Kafka has the unique gift of being able to capture a critical insight into the larger human condition and weave it with great literary skill into an allegory that gives it away – but not quite. As a result, we can’t always be sure of what aspect of our lives he is writing about. Countless interpretations have been provided by those who have studied Kafka’s writings over the years, intrigued by his efforts to challenge us beyond the usual boundaries of our thinking about the world and the role we play within it.
What I believe what he wrote about here is, once again, his own acute experience of being in the world without an apparent reason, and feeling compelled to make the assumption that there is an aspect of our existence that provides the justification for it. And while this reason may be staring us directly in the face from the very day that we were born and brought into this world, how will we ever recognize it for what it is?
And so it appears that – while having evolved towards the capacity of being able to consider a reason for being, as in the question “I want to know why I am this way, and for what purpose?” – being allowed to confront this question is no guarantee that you will be able to get it answered even if you are willing to dedicate a lifetime to it! At the same time, this is very much an individual question, in the sense that it is meaningful only for those who feel the need to pursue the answer for it.

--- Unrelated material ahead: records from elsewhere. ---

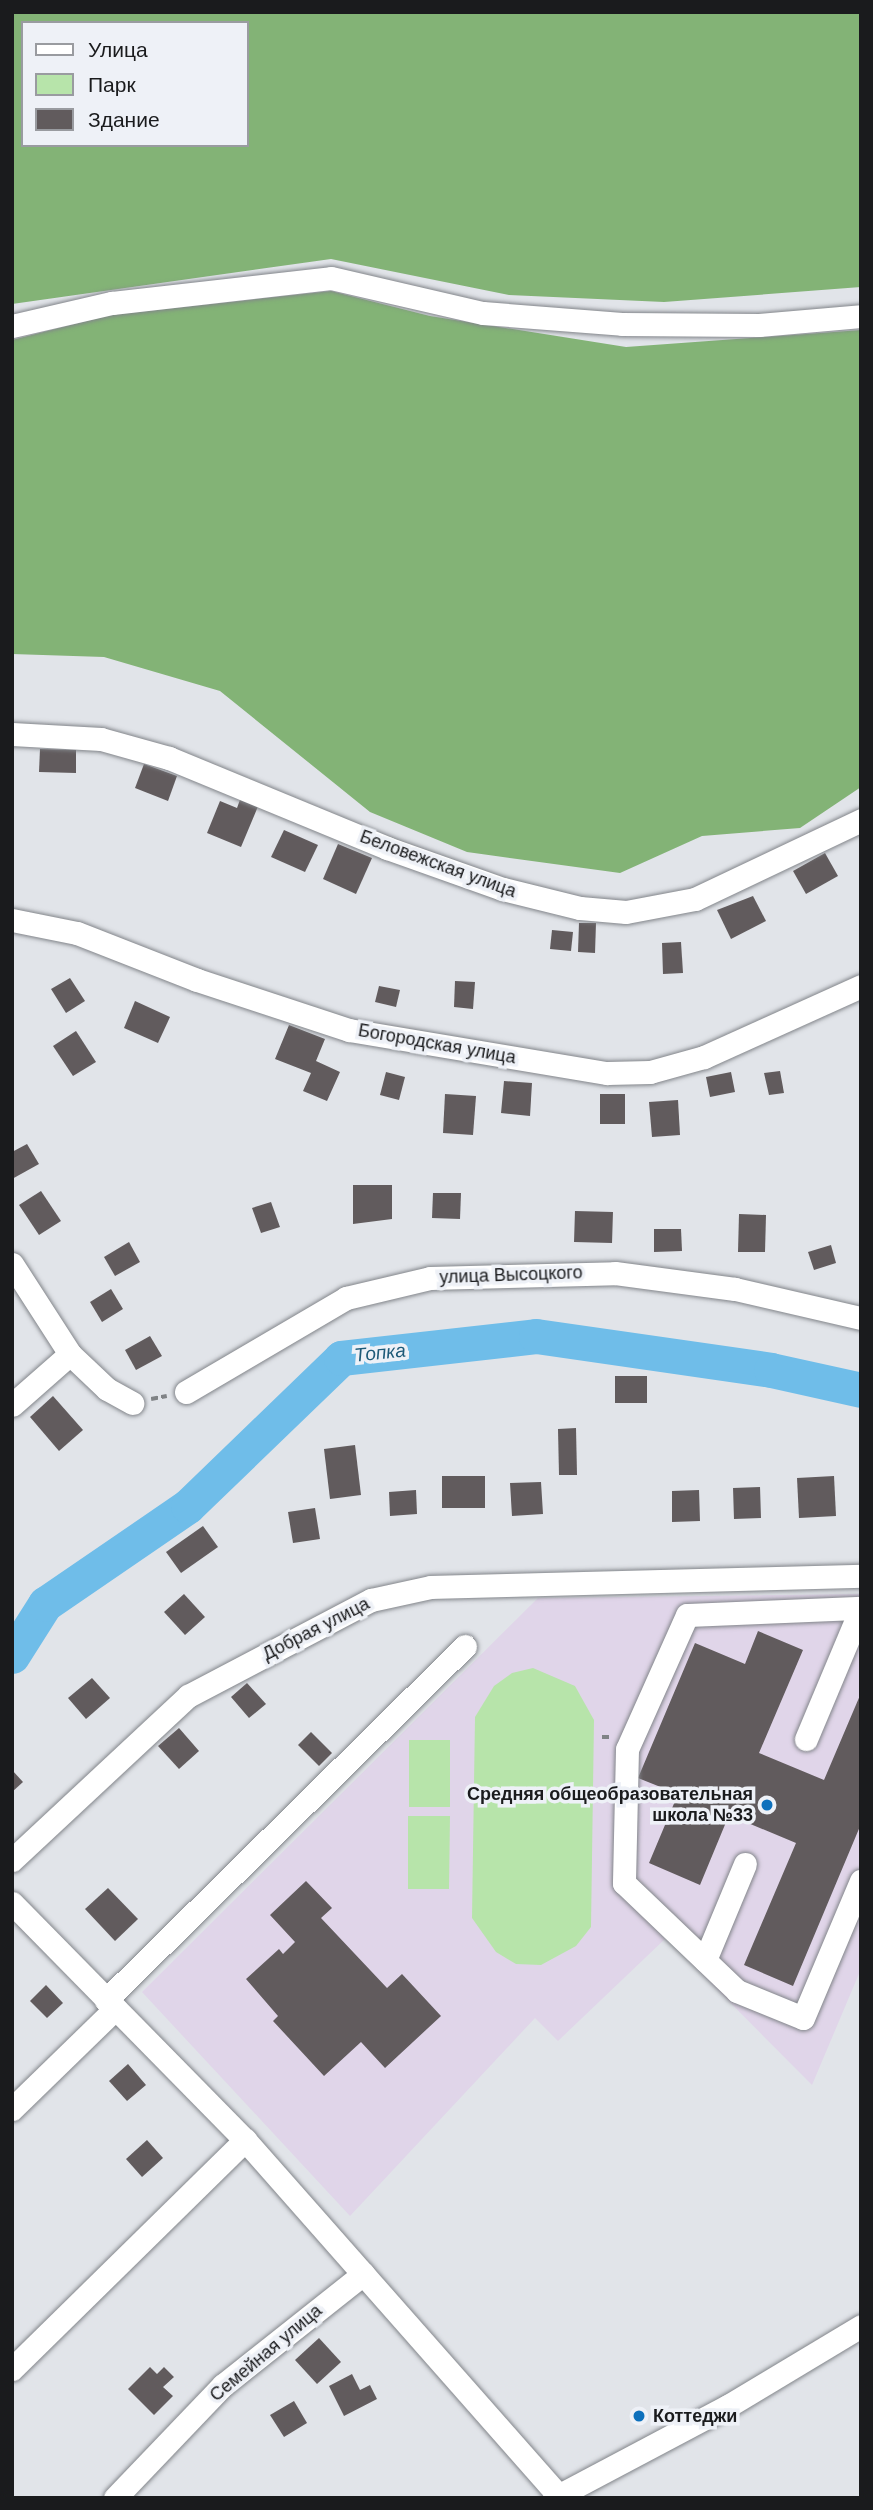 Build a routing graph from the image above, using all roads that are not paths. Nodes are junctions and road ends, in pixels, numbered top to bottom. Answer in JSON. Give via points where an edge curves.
{"nodes":[{"id":1,"x":861,"y":316,"type":"edge"},
{"id":2,"x":12,"y":326,"type":"edge"},
{"id":3,"x":12,"y":734,"type":"edge"},
{"id":4,"x":861,"y":820,"type":"edge"},
{"id":5,"x":12,"y":920,"type":"edge"},
{"id":6,"x":861,"y":986,"type":"edge"},
{"id":7,"x":12,"y":1264,"type":"edge"},
{"id":8,"x":861,"y":1318,"type":"edge"},
{"id":9,"x":70,"y":1354,"type":"junction"},
{"id":10,"x":186,"y":1392,"type":"road end"},
{"id":11,"x":132,"y":1403,"type":"road end"},
{"id":12,"x":12,"y":1405,"type":"edge"},
{"id":13,"x":861,"y":1576,"type":"edge"},
{"id":14,"x":859,"y":1608,"type":"edge"},
{"id":15,"x":465,"y":1646,"type":"dead end"},
{"id":16,"x":806,"y":1738,"type":"dead end"},
{"id":17,"x":12,"y":1860,"type":"edge"},
{"id":18,"x":745,"y":1864,"type":"dead end"},
{"id":19,"x":861,"y":1881,"type":"edge"},
{"id":20,"x":12,"y":1903,"type":"edge"},
{"id":21,"x":705,"y":1960,"type":"junction"},
{"id":22,"x":111,"y":2005,"type":"junction"},
{"id":23,"x":12,"y":2109,"type":"edge"},
{"id":24,"x":245,"y":2140,"type":"junction"},
{"id":25,"x":363,"y":2274,"type":"junction"},
{"id":26,"x":861,"y":2326,"type":"edge"},
{"id":27,"x":12,"y":2369,"type":"edge"},
{"id":28,"x":558,"y":2497,"type":"edge"},
{"id":29,"x":116,"y":2498,"type":"edge"}],
"edges":[{"from":1,"to":2,"type":"street","via":[[759,325],[622,324],[484,313],[331,278],[112,303]]},
{"from":3,"to":4,"type":"street","name":"Беловежская улица","via":[[101,739],[169,758],[400,853],[503,889],[580,908],[626,912],[695,899]]},
{"from":5,"to":6,"type":"street","name":"Богородская улица","via":[[78,933],[197,980],[349,1030],[607,1073],[650,1072],[704,1057]]},
{"from":7,"to":9,"type":"street"},
{"from":8,"to":10,"type":"street","name":"улица Высоцкого","via":[[735,1289],[615,1273],[430,1278],[346,1297]]},
{"from":9,"to":11,"type":"street","via":[[107,1389]]},
{"from":9,"to":12,"type":"street"},
{"from":13,"to":17,"type":"street","name":"Добрая улица","via":[[431,1587],[371,1600],[188,1696]]},
{"from":14,"to":16,"type":"street"},
{"from":14,"to":21,"type":"street","via":[[687,1615],[627,1749],[624,1883]]},
{"from":15,"to":22,"type":"street"},
{"from":18,"to":21,"type":"street"},
{"from":19,"to":21,"type":"street","via":[[803,2018],[737,1991]]},
{"from":20,"to":22,"type":"street"},
{"from":22,"to":23,"type":"street"},
{"from":22,"to":24,"type":"street"},
{"from":24,"to":25,"type":"street"},
{"from":24,"to":27,"type":"street"},
{"from":25,"to":28,"type":"street"},
{"from":25,"to":29,"type":"street","name":"Семейная улица","via":[[223,2385]]},
{"from":26,"to":28,"type":"street","via":[[729,2406]]}]}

Other than that, we make it up as we go along – that is our fate, it seems. As such, we will be the exclusive authors of our own fate according to existentialist philosopher Jean-Paul Sartre (1905-1980). As he writes in 1945 in Existentialism is a Humanism:
That is what I mean when I say that man is condemned to be free. Condemned, because he did not create himself, yet is nevertheless at liberty, and from the moment that he is thrown into this world he is responsible for everything that he does.